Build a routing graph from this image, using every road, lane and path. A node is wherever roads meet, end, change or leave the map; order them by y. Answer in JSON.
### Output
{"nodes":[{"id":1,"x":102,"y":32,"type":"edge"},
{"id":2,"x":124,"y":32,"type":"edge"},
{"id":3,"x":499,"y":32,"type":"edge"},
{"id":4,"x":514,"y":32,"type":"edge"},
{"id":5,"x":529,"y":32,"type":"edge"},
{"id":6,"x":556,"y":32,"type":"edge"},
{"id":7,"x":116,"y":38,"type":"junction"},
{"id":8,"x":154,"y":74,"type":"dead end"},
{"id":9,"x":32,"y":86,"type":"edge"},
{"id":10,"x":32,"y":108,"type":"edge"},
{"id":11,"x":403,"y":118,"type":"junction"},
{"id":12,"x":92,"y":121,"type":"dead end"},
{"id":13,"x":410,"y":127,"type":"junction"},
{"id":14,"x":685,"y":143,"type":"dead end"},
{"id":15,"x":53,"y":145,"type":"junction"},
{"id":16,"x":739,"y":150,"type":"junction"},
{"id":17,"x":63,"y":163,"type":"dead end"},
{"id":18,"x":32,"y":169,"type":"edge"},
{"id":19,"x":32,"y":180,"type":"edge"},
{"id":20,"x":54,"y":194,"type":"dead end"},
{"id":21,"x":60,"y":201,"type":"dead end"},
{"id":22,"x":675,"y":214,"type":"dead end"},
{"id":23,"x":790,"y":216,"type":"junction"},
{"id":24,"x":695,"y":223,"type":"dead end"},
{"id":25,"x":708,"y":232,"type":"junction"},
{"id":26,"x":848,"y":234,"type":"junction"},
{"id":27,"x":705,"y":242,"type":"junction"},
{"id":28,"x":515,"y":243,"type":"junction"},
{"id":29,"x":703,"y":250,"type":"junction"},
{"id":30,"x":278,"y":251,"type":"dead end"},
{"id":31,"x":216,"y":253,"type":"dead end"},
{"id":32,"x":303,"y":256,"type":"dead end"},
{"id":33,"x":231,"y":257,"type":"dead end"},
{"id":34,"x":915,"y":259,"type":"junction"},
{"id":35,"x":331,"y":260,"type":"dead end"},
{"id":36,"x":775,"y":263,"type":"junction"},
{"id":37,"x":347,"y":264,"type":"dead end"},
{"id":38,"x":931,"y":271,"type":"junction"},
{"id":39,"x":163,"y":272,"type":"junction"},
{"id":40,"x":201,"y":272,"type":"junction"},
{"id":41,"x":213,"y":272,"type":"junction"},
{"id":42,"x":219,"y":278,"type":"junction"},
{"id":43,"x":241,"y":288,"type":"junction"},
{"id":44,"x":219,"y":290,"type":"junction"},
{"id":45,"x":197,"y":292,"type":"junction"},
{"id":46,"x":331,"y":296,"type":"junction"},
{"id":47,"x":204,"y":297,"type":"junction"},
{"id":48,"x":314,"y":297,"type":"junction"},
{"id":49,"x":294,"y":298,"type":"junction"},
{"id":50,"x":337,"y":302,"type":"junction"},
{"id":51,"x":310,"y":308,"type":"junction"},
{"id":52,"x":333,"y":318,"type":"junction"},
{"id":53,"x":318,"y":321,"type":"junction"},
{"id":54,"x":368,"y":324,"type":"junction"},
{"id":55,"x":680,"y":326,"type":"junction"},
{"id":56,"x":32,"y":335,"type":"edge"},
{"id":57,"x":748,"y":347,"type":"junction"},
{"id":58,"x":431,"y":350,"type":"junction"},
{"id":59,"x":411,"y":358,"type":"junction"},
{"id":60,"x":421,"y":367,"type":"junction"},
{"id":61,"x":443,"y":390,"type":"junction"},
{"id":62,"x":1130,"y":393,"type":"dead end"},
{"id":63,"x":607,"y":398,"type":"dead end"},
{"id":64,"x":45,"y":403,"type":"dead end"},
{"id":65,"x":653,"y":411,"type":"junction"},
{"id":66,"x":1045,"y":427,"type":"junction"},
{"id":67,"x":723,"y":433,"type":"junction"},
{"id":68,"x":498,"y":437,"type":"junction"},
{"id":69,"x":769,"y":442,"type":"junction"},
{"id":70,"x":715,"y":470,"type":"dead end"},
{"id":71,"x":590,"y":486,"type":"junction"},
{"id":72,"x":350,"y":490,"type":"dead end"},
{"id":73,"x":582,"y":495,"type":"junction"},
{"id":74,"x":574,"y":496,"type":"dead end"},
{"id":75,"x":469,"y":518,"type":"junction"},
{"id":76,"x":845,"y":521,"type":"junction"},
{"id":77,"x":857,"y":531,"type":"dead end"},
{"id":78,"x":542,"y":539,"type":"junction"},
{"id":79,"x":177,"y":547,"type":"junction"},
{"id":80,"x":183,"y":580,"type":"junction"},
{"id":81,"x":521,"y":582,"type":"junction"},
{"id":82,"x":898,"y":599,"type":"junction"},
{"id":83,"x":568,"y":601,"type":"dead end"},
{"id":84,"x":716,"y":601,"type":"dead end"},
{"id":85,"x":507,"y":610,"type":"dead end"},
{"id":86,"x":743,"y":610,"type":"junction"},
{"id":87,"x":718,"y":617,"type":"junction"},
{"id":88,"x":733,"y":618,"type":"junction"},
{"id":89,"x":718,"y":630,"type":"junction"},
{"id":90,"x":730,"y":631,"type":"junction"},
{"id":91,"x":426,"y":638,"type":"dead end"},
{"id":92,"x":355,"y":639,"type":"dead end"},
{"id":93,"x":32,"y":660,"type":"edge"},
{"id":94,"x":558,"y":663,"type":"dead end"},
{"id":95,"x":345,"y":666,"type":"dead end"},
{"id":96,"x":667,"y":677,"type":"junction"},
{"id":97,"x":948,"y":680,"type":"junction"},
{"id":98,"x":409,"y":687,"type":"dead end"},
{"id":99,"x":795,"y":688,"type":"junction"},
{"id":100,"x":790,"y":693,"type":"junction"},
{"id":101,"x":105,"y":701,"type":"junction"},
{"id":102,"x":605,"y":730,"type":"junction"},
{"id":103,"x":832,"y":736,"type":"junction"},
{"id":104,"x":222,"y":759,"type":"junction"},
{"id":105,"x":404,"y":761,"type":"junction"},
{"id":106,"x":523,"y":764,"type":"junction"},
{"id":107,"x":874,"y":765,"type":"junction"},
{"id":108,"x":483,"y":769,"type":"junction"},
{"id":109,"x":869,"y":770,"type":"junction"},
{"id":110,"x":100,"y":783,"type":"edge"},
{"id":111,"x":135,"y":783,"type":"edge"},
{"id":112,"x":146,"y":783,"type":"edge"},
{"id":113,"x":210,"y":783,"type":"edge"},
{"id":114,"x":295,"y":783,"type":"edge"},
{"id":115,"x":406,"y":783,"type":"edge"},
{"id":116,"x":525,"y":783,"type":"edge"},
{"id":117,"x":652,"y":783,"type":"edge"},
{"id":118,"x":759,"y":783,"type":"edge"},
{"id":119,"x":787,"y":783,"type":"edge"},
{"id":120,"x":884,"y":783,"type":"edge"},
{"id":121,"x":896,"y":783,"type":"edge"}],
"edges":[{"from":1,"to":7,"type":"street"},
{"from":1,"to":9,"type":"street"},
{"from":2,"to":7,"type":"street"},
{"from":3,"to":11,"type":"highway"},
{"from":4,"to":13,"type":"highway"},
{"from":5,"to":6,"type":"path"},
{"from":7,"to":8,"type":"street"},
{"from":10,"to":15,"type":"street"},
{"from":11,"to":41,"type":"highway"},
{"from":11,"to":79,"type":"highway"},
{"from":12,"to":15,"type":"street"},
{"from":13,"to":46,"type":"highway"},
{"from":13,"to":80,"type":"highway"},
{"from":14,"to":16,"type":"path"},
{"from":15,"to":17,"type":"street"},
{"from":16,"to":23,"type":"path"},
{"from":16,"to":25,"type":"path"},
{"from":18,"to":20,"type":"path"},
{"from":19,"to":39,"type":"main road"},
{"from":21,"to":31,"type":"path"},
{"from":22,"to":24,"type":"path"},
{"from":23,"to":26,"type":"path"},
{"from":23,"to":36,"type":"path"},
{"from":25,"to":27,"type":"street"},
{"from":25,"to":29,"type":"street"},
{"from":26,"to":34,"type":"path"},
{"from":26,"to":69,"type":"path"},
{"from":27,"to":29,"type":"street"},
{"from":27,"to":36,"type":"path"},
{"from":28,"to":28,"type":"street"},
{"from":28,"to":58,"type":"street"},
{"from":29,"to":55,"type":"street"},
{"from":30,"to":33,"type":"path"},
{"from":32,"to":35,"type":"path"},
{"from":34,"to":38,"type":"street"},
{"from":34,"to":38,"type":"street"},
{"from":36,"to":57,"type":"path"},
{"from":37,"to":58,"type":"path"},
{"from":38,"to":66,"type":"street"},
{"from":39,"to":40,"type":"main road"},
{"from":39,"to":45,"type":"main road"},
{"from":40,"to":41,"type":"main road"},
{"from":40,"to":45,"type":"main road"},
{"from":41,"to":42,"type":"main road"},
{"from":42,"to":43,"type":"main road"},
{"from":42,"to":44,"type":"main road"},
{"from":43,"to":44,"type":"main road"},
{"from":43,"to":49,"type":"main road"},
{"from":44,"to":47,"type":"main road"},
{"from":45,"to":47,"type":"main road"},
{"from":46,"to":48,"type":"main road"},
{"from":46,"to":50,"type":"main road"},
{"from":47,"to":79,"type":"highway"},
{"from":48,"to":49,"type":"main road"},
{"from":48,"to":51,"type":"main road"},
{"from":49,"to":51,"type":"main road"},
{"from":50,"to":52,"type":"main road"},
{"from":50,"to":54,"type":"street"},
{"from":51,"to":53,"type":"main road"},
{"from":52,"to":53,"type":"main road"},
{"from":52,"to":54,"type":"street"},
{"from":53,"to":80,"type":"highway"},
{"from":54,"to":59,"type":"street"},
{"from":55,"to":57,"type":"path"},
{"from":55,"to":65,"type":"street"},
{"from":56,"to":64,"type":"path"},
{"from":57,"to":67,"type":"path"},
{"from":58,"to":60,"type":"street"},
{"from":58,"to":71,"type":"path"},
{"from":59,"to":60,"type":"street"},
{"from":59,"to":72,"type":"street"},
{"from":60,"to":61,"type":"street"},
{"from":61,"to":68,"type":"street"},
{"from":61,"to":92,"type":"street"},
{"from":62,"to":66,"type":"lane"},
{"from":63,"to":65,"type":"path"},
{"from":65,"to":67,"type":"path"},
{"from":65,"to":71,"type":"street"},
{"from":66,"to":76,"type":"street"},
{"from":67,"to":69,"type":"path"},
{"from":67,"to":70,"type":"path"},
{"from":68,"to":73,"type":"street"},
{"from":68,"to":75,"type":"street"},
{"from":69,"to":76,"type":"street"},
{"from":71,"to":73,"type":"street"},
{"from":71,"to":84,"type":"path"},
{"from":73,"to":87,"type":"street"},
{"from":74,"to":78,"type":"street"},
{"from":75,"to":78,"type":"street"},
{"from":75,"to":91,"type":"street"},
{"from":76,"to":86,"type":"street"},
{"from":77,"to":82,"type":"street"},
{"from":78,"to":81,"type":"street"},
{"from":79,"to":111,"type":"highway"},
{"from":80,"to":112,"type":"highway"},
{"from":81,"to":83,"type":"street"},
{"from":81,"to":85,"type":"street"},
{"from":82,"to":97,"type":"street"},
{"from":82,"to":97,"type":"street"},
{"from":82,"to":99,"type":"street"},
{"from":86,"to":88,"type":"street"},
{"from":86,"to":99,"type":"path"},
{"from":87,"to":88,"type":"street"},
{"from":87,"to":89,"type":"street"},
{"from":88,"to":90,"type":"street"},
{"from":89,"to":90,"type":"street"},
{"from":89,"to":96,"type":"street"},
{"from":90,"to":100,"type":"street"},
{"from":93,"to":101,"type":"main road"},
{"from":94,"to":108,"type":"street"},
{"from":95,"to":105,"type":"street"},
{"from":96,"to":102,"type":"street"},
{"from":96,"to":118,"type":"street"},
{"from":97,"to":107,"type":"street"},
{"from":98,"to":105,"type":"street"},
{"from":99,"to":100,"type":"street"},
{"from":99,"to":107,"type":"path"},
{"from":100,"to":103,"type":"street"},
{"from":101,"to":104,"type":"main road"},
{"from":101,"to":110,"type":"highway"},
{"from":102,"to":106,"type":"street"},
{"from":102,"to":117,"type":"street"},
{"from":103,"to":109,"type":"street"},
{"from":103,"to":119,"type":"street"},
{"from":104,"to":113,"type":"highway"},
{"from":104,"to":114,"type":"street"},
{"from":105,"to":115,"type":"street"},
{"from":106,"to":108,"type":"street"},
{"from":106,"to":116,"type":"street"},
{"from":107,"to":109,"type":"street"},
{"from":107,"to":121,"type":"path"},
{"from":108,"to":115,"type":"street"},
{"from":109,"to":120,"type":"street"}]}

※ ※ ※

*Work order*: Pick each line holding the word "lane" out of the data and copy it.

*Solution to this exercise*:
Build a routing graph from this image, using every road, lane and path. A node is wherever roads meet, end, change or leave the map; order them by y. Answer in JSON.
{"from":62,"to":66,"type":"lane"},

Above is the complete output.